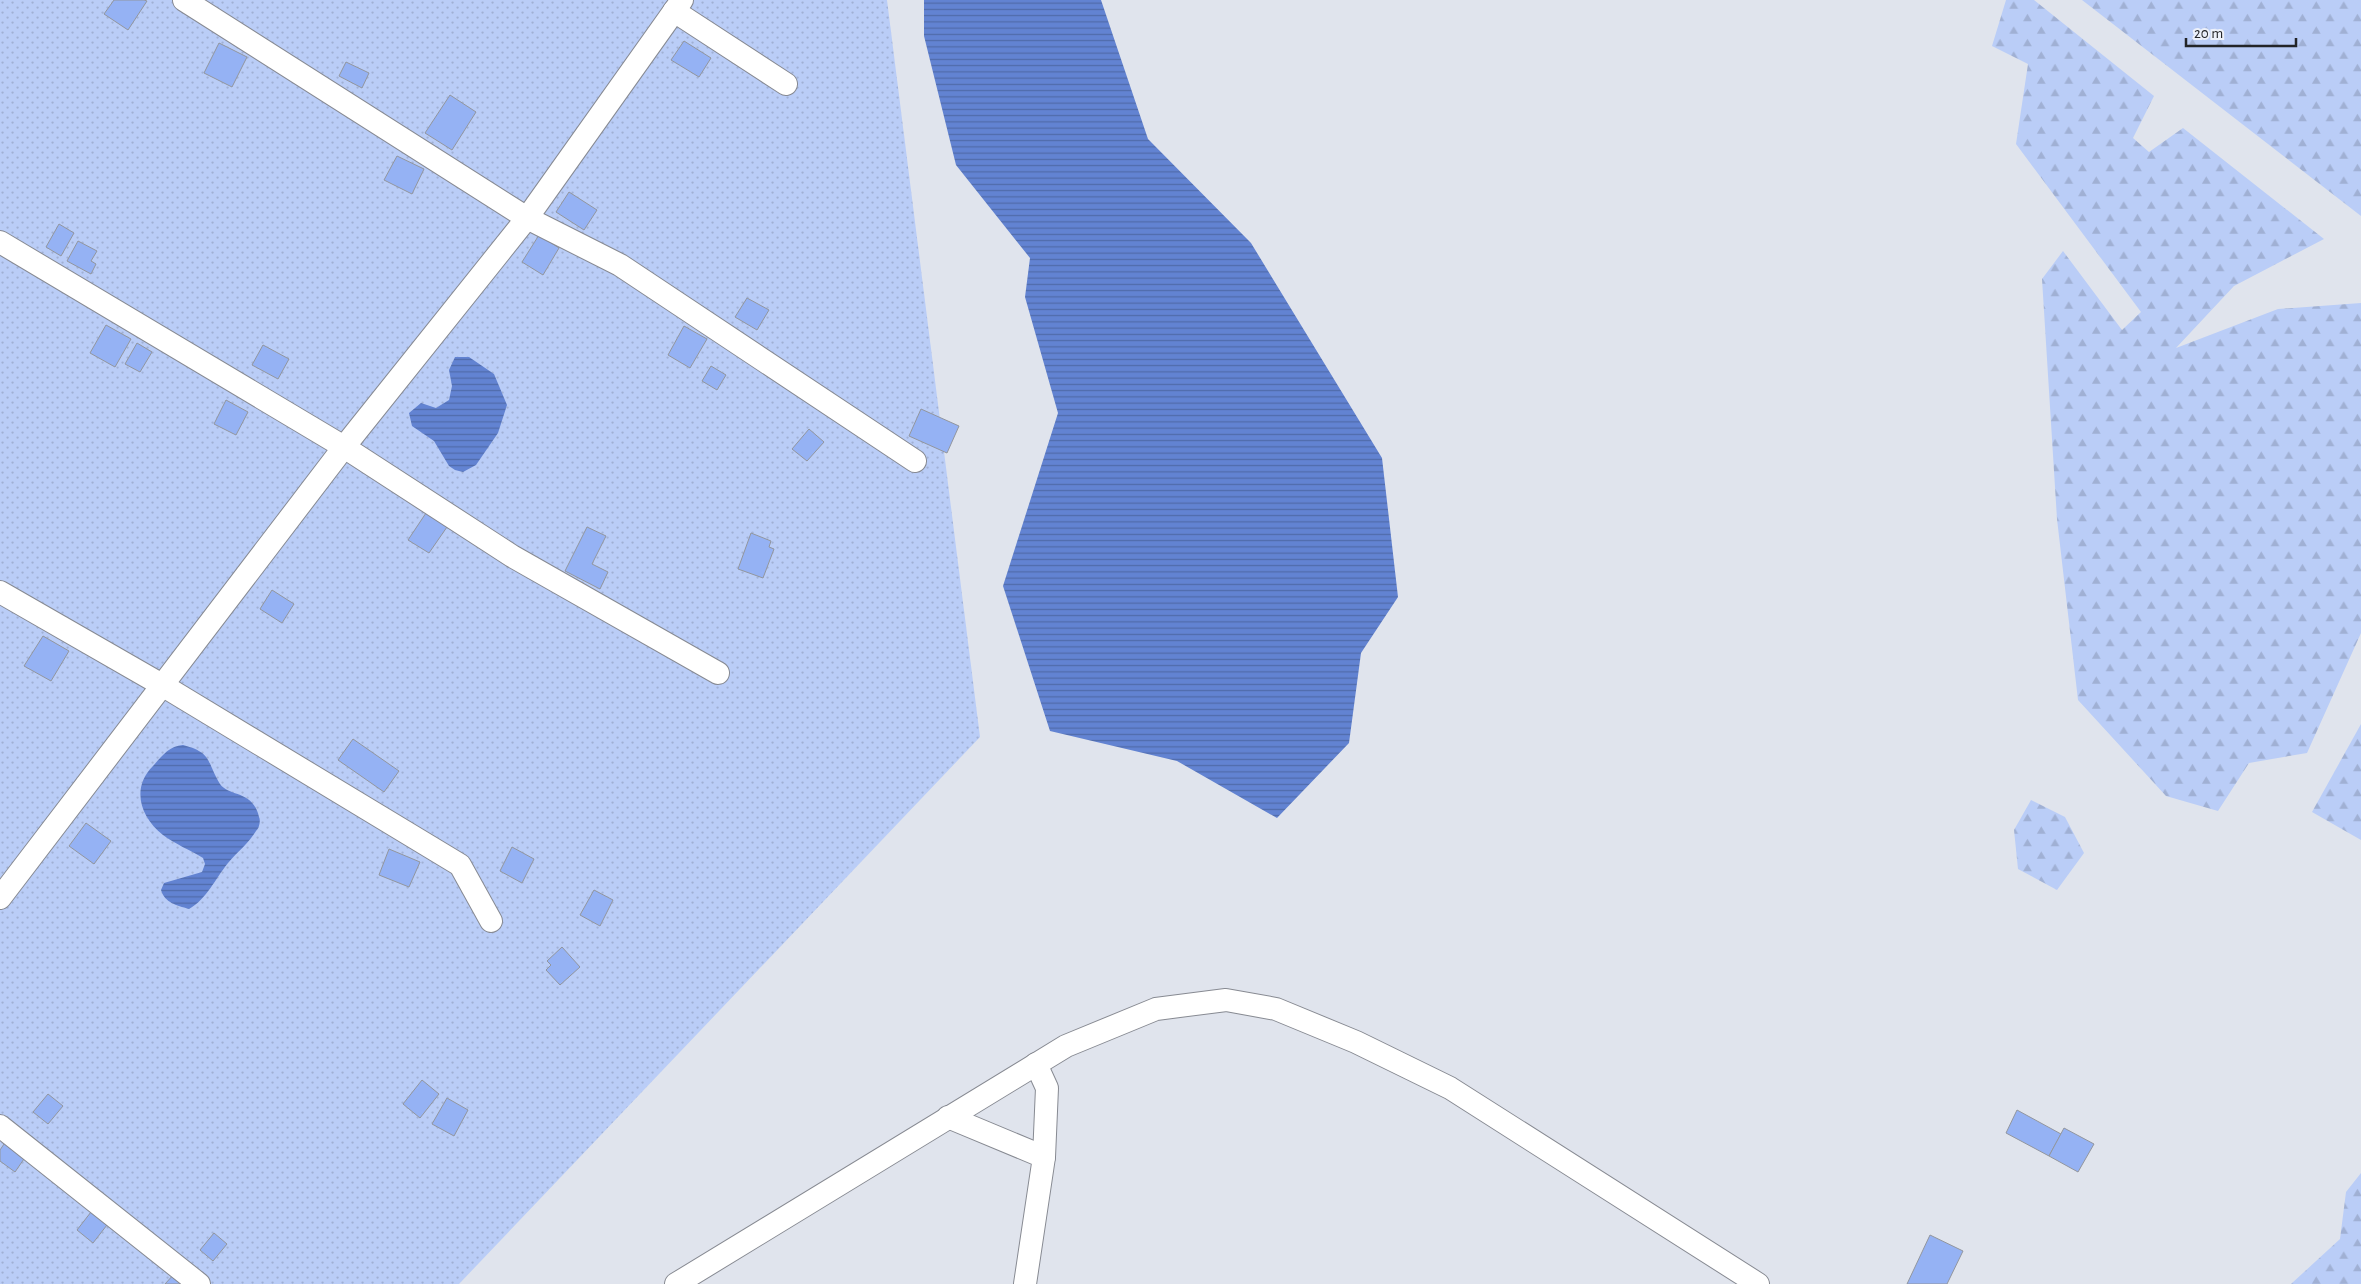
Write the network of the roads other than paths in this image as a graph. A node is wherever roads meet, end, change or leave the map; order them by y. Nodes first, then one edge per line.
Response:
1 (184, 0) edge
2 (678, 6) edge
3 (786, 84) dead end
4 (527, 218) junction
5 (0, 242) edge
6 (344, 447) junction
7 (915, 461) dead end
8 (0, 592) edge
9 (718, 673) dead end
10 (162, 685) junction
11 (0, 898) edge
12 (491, 921) dead end
13 (1036, 1064) junction
14 (948, 1117) junction
15 (0, 1126) edge
16 (1044, 1157) junction
17 (199, 1284) edge
18 (676, 1284) edge
19 (1025, 1284) edge
20 (1758, 1284) edge

1 - 4 lane
2 - 3 lane
2 - 4 lane
4 - 6 lane
4 - 7 lane
5 - 6 lane
6 - 9 lane
6 - 10 lane
8 - 10 lane
10 - 11 lane
10 - 12 lane
13 - 14 lane
13 - 16 lane
13 - 20 lane
14 - 16 lane
14 - 18 lane
15 - 17 lane
16 - 19 lane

| WORK INSTRUCTION |
Restate the whole listing above exactly, except for its images.

| EXERCISE SOLUTION |
Write the network of the roads other than paths in this image as a graph. A node is wherever roads meet, end, change or leave the map; order them by y. Nodes first, then one edge per line.
Response:
1 (184, 0) edge
2 (678, 6) edge
3 (786, 84) dead end
4 (527, 218) junction
5 (0, 242) edge
6 (344, 447) junction
7 (915, 461) dead end
8 (0, 592) edge
9 (718, 673) dead end
10 (162, 685) junction
11 (0, 898) edge
12 (491, 921) dead end
13 (1036, 1064) junction
14 (948, 1117) junction
15 (0, 1126) edge
16 (1044, 1157) junction
17 (199, 1284) edge
18 (676, 1284) edge
19 (1025, 1284) edge
20 (1758, 1284) edge

1 - 4 lane
2 - 3 lane
2 - 4 lane
4 - 6 lane
4 - 7 lane
5 - 6 lane
6 - 9 lane
6 - 10 lane
8 - 10 lane
10 - 11 lane
10 - 12 lane
13 - 14 lane
13 - 16 lane
13 - 20 lane
14 - 16 lane
14 - 18 lane
15 - 17 lane
16 - 19 lane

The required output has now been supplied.